THE FUTURE OF TRAUMA THEORY

This collection analyses the future of ‘trauma theory’, a major theoretical discourse in contemporary criticism and theory. The chapters advance the current state of the field by exploring new areas, asking new questions and making new connections.

Part I, History and Culture, begins by developing trauma theory in its more familiar post-deconstructive mode and explores how these insights might still be productive. It goes on, via a critique of existing positions, to relocate trauma theory in a postcolonial and globalized world—theoretically, aesthetically and materially—and focuses on non-Western accounts and understandings of trauma, memory and suffering. Part II, Politics and Subjectivity, turns explicitly to politics and subjectivity, focusing on the state and the various forms of subjection to which it gives rise, and on human rights, biopolitics and community.

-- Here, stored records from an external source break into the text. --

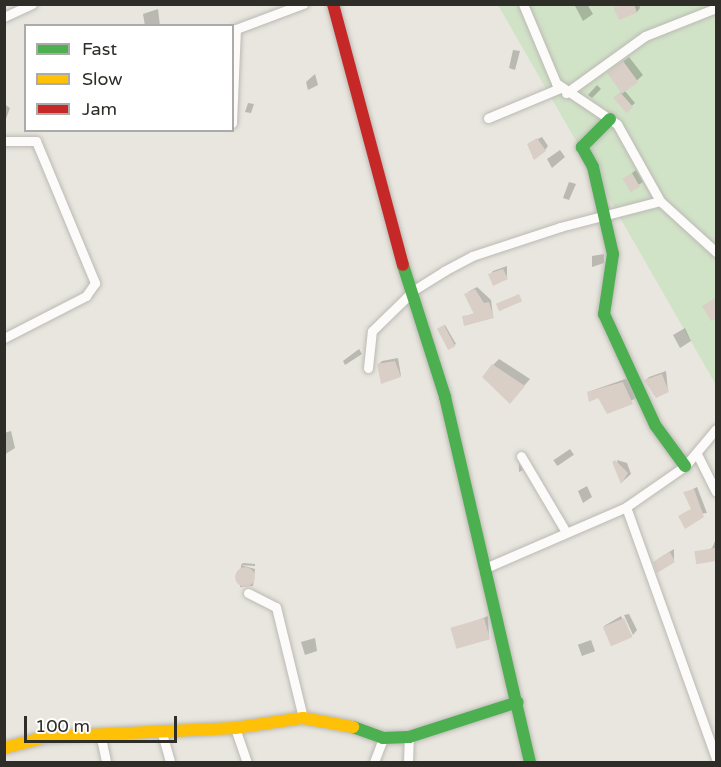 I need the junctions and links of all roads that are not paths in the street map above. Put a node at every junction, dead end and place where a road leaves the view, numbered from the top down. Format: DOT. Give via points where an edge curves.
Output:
graph roads {
  1 [pos="32,4"];
  2 [pos="303,4"];
  3 [pos="333,4"];
  4 [pos="523,4"];
  5 [pos="717,8"];
  6 [pos="4,18"];
  7 [pos="234,76"];
  8 [pos="563,91"];
  9 [pos="488,118"];
  10 [pos="610,119"];
  11 [pos="4,141"];
  12 [pos="660,201"];
  13 [pos="603,216"];
  14 [pos="717,252"];
  15 [pos="414,290"];
  16 [pos="4,338"];
  17 [pos="368,368"];
  18 [pos="717,429"];
  19 [pos="697,454"];
  20 [pos="521,456"];
  21 [pos="685,466"];
  22 [pos="717,492"];
  23 [pos="626,507"];
  24 [pos="566,532"];
  25 [pos="483,568"];
  26 [pos="248,593"];
  27 [pos="518,702"];
  28 [pos="303,718"];
  29 [pos="235,728"];
  30 [pos="161,730"];
  31 [pos="100,733"];
  32 [pos="383,738"];
  33 [pos="404,741"];
  34 [pos="4,748"];
  35 [pos="717,759"];
  36 [pos="105,762"];
  37 [pos="170,762"];
  38 [pos="247,762"];
  39 [pos="374,762"];
  40 [pos="408,762"];
  41 [pos="530,762"];
  1 -- 6 [label="street"];
  2 -- 7 [label="street" via="236,29"];
  3 -- 15 [label="street" via="387,216"];
  4 -- 8 [label="street" via="532,37"];
  5 -- 8 [label="street" via="645,36"];
  8 -- 9 [label="street"];
  8 -- 10 [label="street"];
  10 -- 12 [label="street" via="628,137"];
  10 -- 13 [label="street" via="583,144"];
  11 -- 16 [label="street" via="27,137 36,141 95,283 86,296"];
  12 -- 13 [label="street"];
  12 -- 14 [label="street"];
  13 -- 15 [label="street" via="472,256"];
  13 -- 21 [label="street" via="614,262 604,314 655,425"];
  15 -- 17 [label="street" via="372,331"];
  15 -- 25 [label="street"];
  18 -- 19 [label="street"];
  19 -- 21 [label="street"];
  19 -- 22 [label="street"];
  20 -- 24 [label="street"];
  21 -- 23 [label="street"];
  23 -- 24 [label="street"];
  23 -- 35 [label="street"];
  24 -- 25 [label="street"];
  25 -- 27 [label="street"];
  26 -- 28 [label="street" via="276,607"];
  27 -- 33 [label="street"];
  27 -- 41 [label="street"];
  28 -- 29 [label="street"];
  28 -- 32 [label="street" via="345,724"];
  29 -- 30 [label="street"];
  29 -- 38 [label="street"];
  30 -- 31 [label="street"];
  30 -- 37 [label="street"];
  31 -- 34 [label="street"];
  31 -- 36 [label="street"];
  32 -- 33 [label="street"];
  32 -- 39 [label="street"];
  33 -- 40 [label="street"];
} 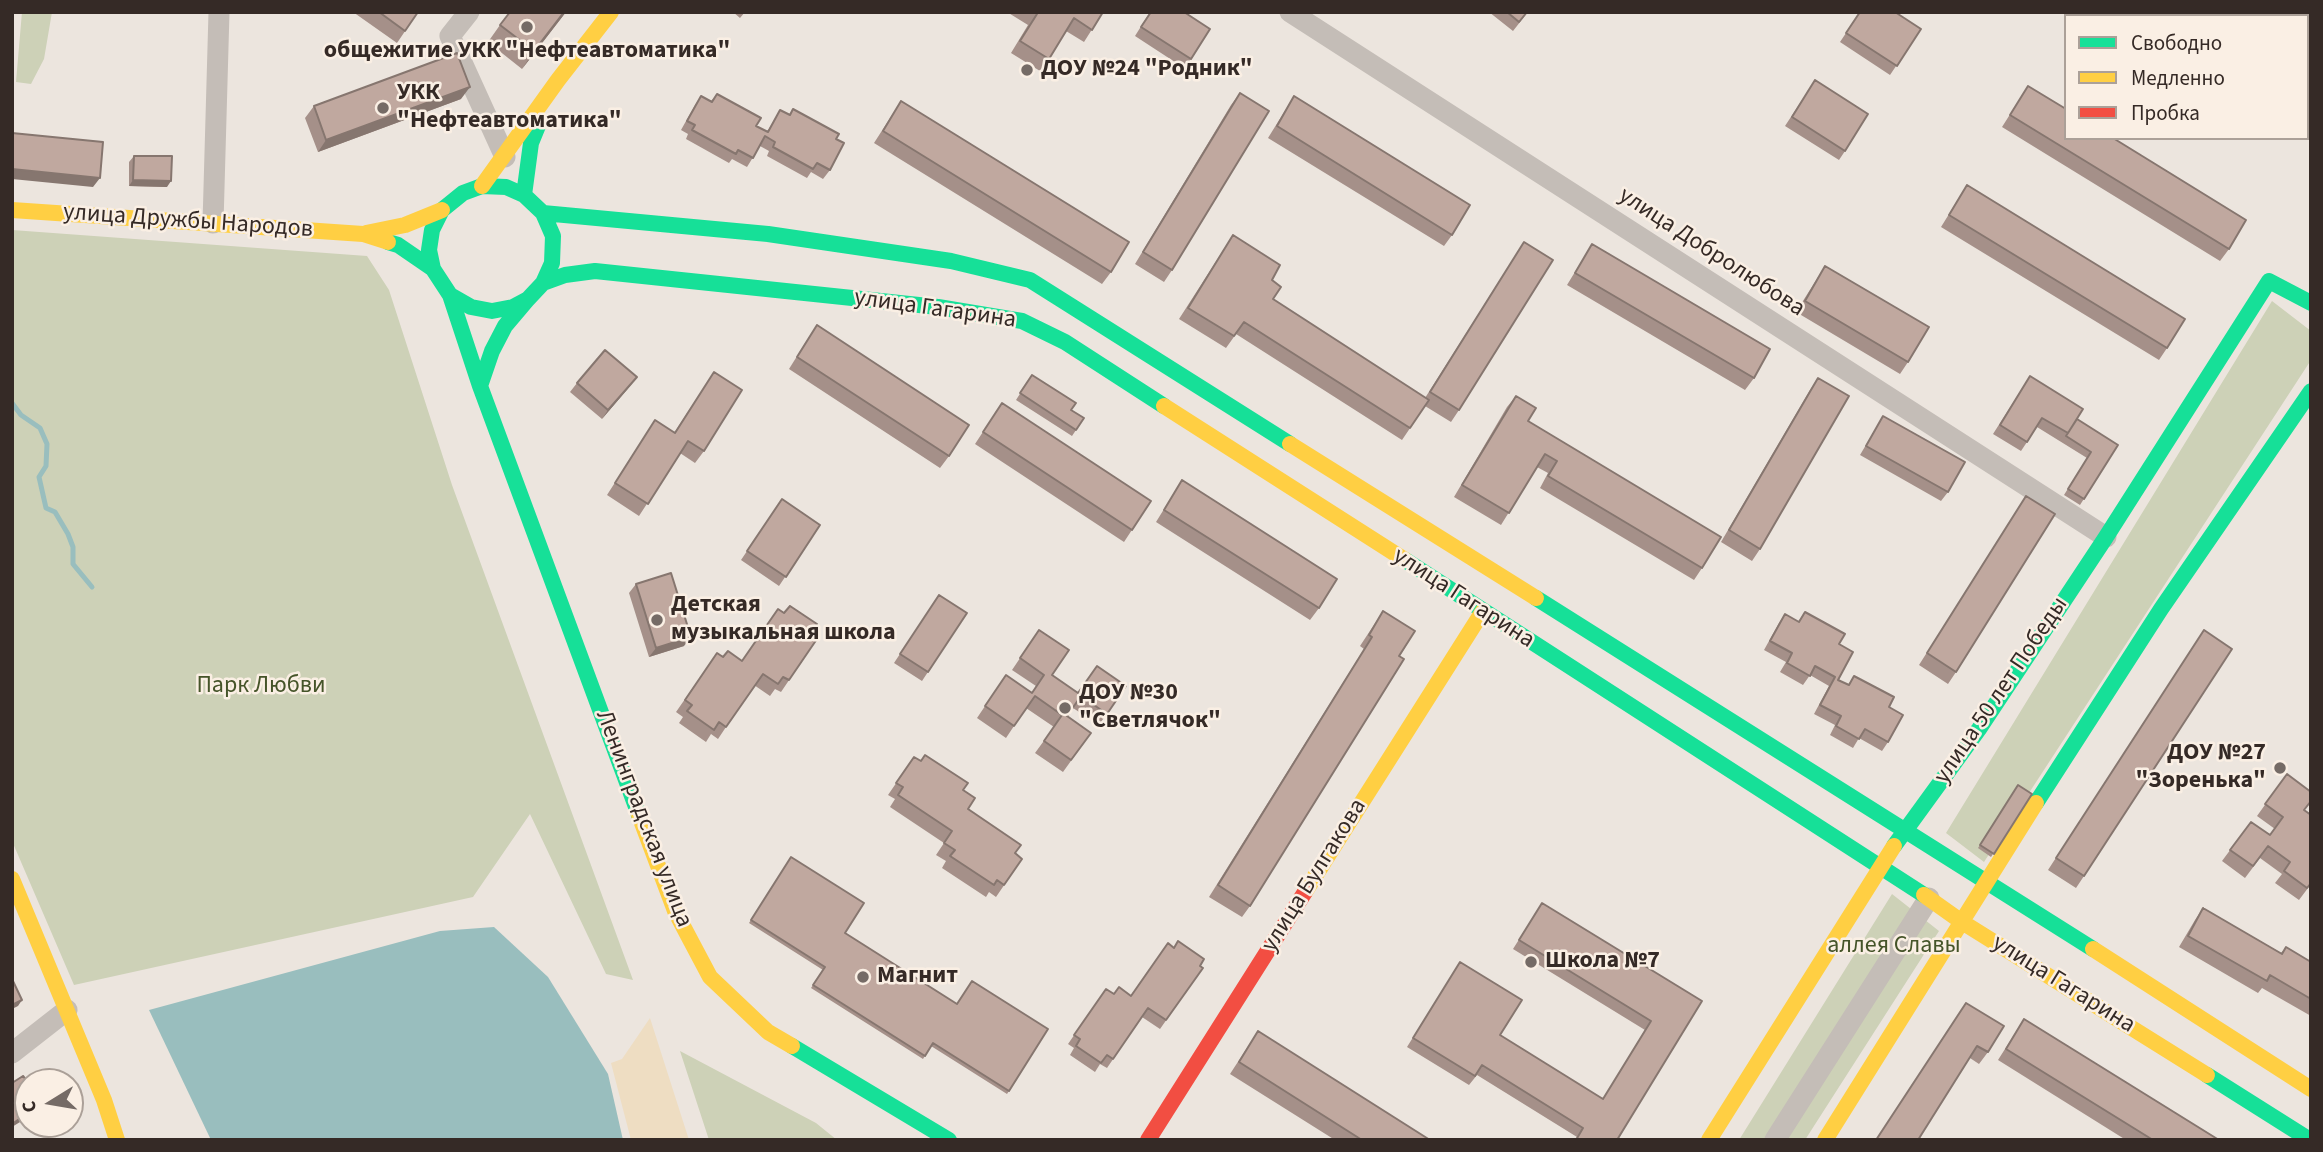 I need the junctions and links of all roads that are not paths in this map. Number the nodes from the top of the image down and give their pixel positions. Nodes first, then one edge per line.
1 (219, 12) edge
2 (469, 12) edge
3 (611, 12) edge
4 (1290, 12) edge
5 (558, 80) junction
6 (505, 158) junction
7 (482, 186) junction
8 (524, 195) junction
9 (12, 210) edge
10 (442, 210) junction
11 (543, 213) junction
12 (213, 223) junction
13 (363, 234) junction
14 (433, 269) junction
15 (543, 283) junction
16 (450, 295) junction
17 (528, 299) junction
18 (2311, 303) edge
19 (480, 386) junction
20 (2311, 391) edge
21 (2106, 537) junction
22 (1483, 611) junction
23 (1903, 831) junction
24 (1881, 868) junction
25 (12, 879) edge
26 (1986, 881) junction
27 (1929, 898) junction
28 (1962, 922) junction
29 (67, 1010) junction
30 (12, 1053) edge
31 (2311, 1089) edge
32 (117, 1140) edge
33 (949, 1140) edge
34 (1148, 1140) edge
35 (1709, 1140) edge
36 (1775, 1140) edge
37 (1825, 1140) edge
38 (2310, 1140) edge

1 - 12 street
2 - 6 street
3 - 5 street
4 - 21 street, улица Добролюбова
5 - 6 street
5 - 8 street
6 - 7 street
7 - 8 street
7 - 10 street
8 - 11 street
9 - 12 street, улица Дружбы Народов
10 - 13 street
10 - 14 street
11 - 15 street
11 - 23 street, улица Гагарина
12 - 13 street, улица Дружбы Народов
13 - 14 street
14 - 16 street
15 - 17 street
15 - 22 street, улица Гагарина
16 - 17 street
16 - 19 street, Ленинградская улица
17 - 19 street
18 - 21 street, улица 50 лет Победы
19 - 33 street, Ленинградская улица
20 - 26 street
21 - 23 street, улица 50 лет Победы
22 - 24 street, улица Гагарина
22 - 34 street, улица Булгакова
23 - 24 street, улица 50 лет Победы
23 - 26 street, улица Гагарина
24 - 27 street, улица Гагарина
24 - 35 street, улица 50 лет Победы
25 - 29 street
26 - 28 street
26 - 31 street, улица Гагарина
27 - 28 street, улица Гагарина
27 - 36 street
28 - 37 street
28 - 38 street, улица Гагарина
29 - 30 street
29 - 32 street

Each chapter, in different ways, advocates a movement beyond the sorts of texts and concepts that are the usual focus for trauma criticism and moves this dynamic network of ideas forward.

With contributions from an international selection of leading critics and thinkers from the US and Europe, this volume will be a key critical intervention in one of the most important areas in contemporary literary criticism and theory.

Gert Buelens is Professor of English at Ghent University, Belgium, and a founder member of LITRA, the Centre for Literature and Trauma.

Sam Durrant is Senior Lecturer in Postcolonial Literature at the University of Leeds, UK.

Robert Eaglestone is Professor of Contemporary Literature and Thought and Deputy Director of the Holocaust Research Centre at Royal Holloway, University of London, UK.